Subaru Liberty Exiga Review
Subaru Liberty Exiga Review
Subaru Liberty Exiga Review

The lack of a seventh seat had always been something of a handicap for the Subaru Liberty Exiga, given the car’s primary purpose as a people-moving wagon.

A 2+2+2 six-seat configuration was adopted for Australia owing to the Japanese version’s centre middle seat lap-only belt that would have compromised the brand’s range-wide five-star ANCAP safety ratings.

Yet while the intention was admirable  it meant little to big families who largely overlooked the Exiga for proper seven-seater people-movers such as the Kia Grand Carnival and Hyundai iMax, sleeker ones like the Honda Odyssey and Dodge Journey, and increasingly, seven-seat SUVs.

But after working with the factory to secure lap-sash belts for all seating positions, the Subaru Liberty Exiga is at last a seven-seater that can be added to the shopping lists of those who need a car that can transport the equivalent of a netball team or a rugby back row.

Visually, there’s little linking the Exiga with the standard Subaru Liberty on which it’s based, despite the two sharing the same platform and powertrain. At 4740mm long, 1775mm wide and 1660mm tall, the Exiga is 45mm shorter and 5mm narrower than the Liberty wagon, but importantly 125mm taller.

The Exiga may look tall and boxy, but its extra height means there’s no shortage of headroom for adults in the second and third seating rows, although the tight legroom for the two rearmost passengers means those seats are best reserved for shorter trips or smaller people.

Subaru Liberty Exiga Review
Subaru Liberty Exiga Review
Subaru Liberty Exiga Review
Subaru Liberty Exiga Review

Plenty of thought has gone into the third-row seats, which get armrests and cup holders just like the other seating positions, and are easy to access thanks to the 60:40-split folding and sliding second row.

Like many people-movers, however, there’s little room in the boot with all seats in use.

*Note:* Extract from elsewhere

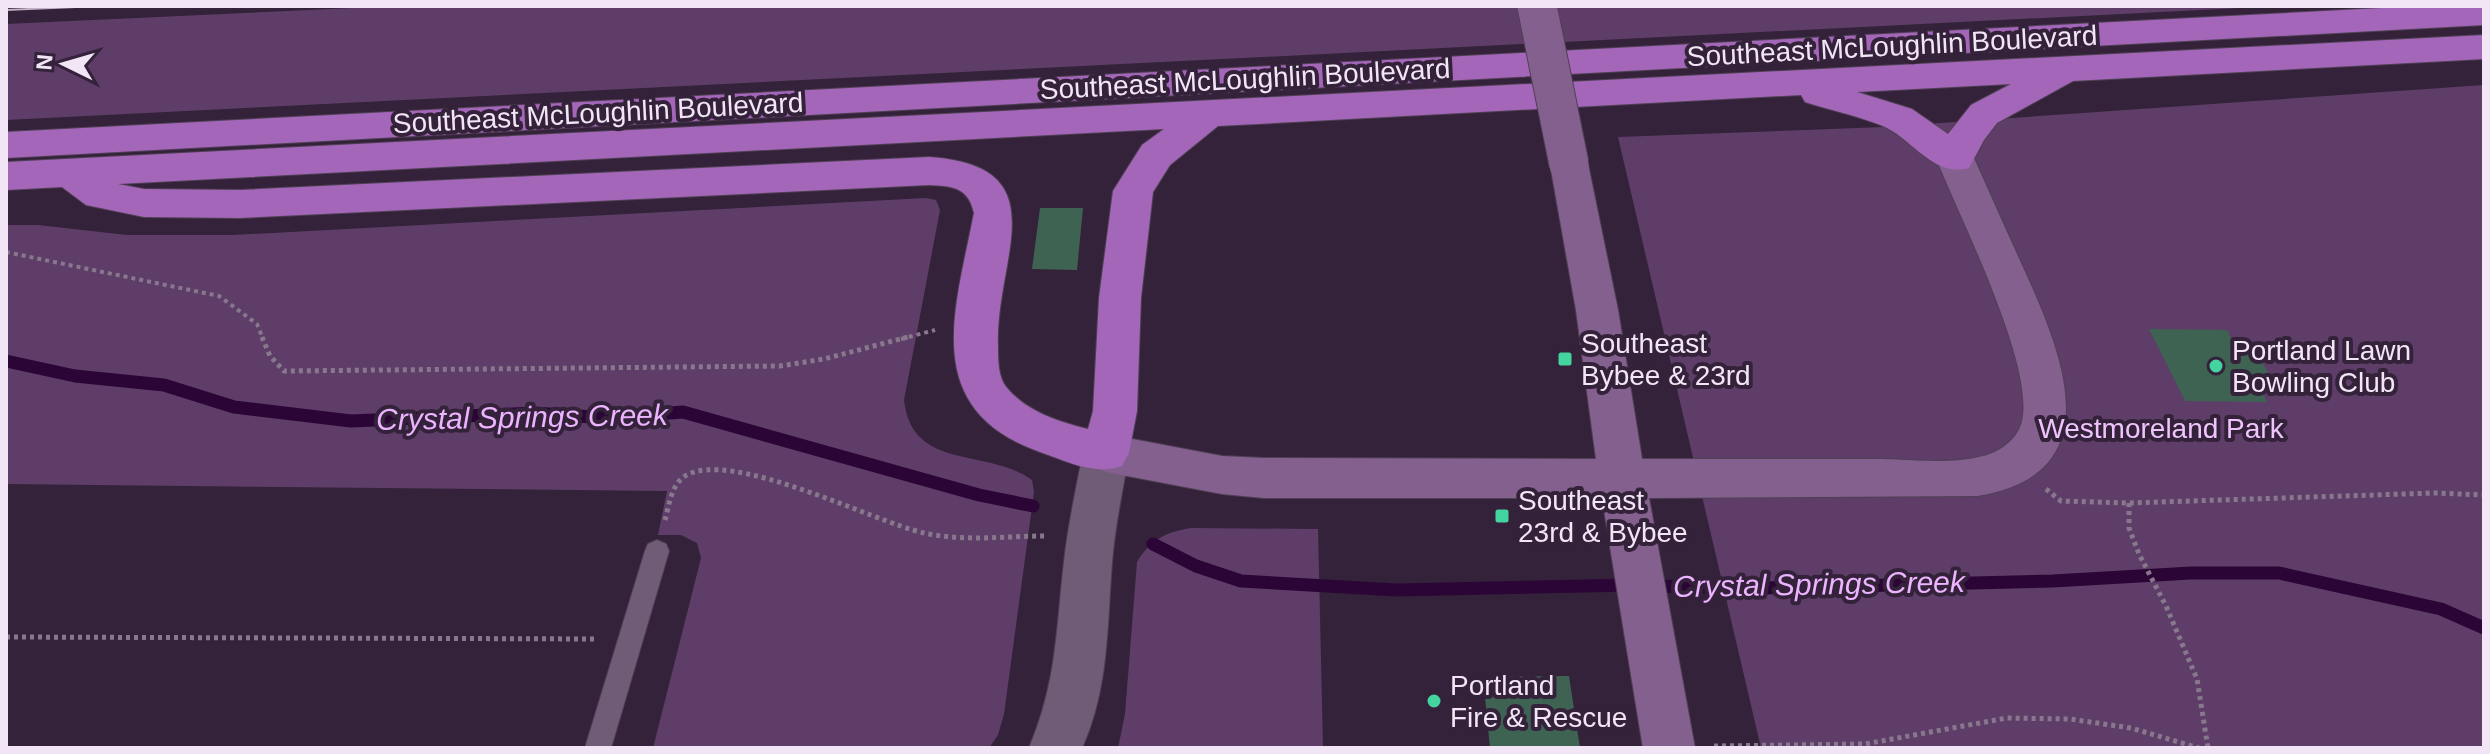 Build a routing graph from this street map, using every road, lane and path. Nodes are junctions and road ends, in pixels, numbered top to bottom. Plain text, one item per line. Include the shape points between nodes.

In seven-seat mode, cargo capacity maxes out at 195 litres (only 10 litres larger than that of a Fiat 500), but grows to a more useful 460 litres with a tall load space with the back seats stowed away.

Another positive of the Exiga’s shape is its big windows and comparatively thin pillars that create a level of rear visibility almost unmatched in the new-car market.

The Subaru Liberty Exiga is available in two trim levels: the $37,990 base model and the $42,490 Premium.

The entry-level Exiga comes standard with 16-inch alloy wheels (full-size steel spare), front foglights, automatic headlights, dual-zone climate control, leather-wrapped gearshift and steering wheel with cruise and audio controls and paddles shifters, black cloth upholstery, and a four-speaker audio system with a 4.3-inch display screen, AUX/USB inputs and Bluetooth audio streaming.

The roof-mounted DVD system, which features a nine-inch display screen, remote control and two wireless headsets, is handy for keeping back-seat passengers entertained on long drives.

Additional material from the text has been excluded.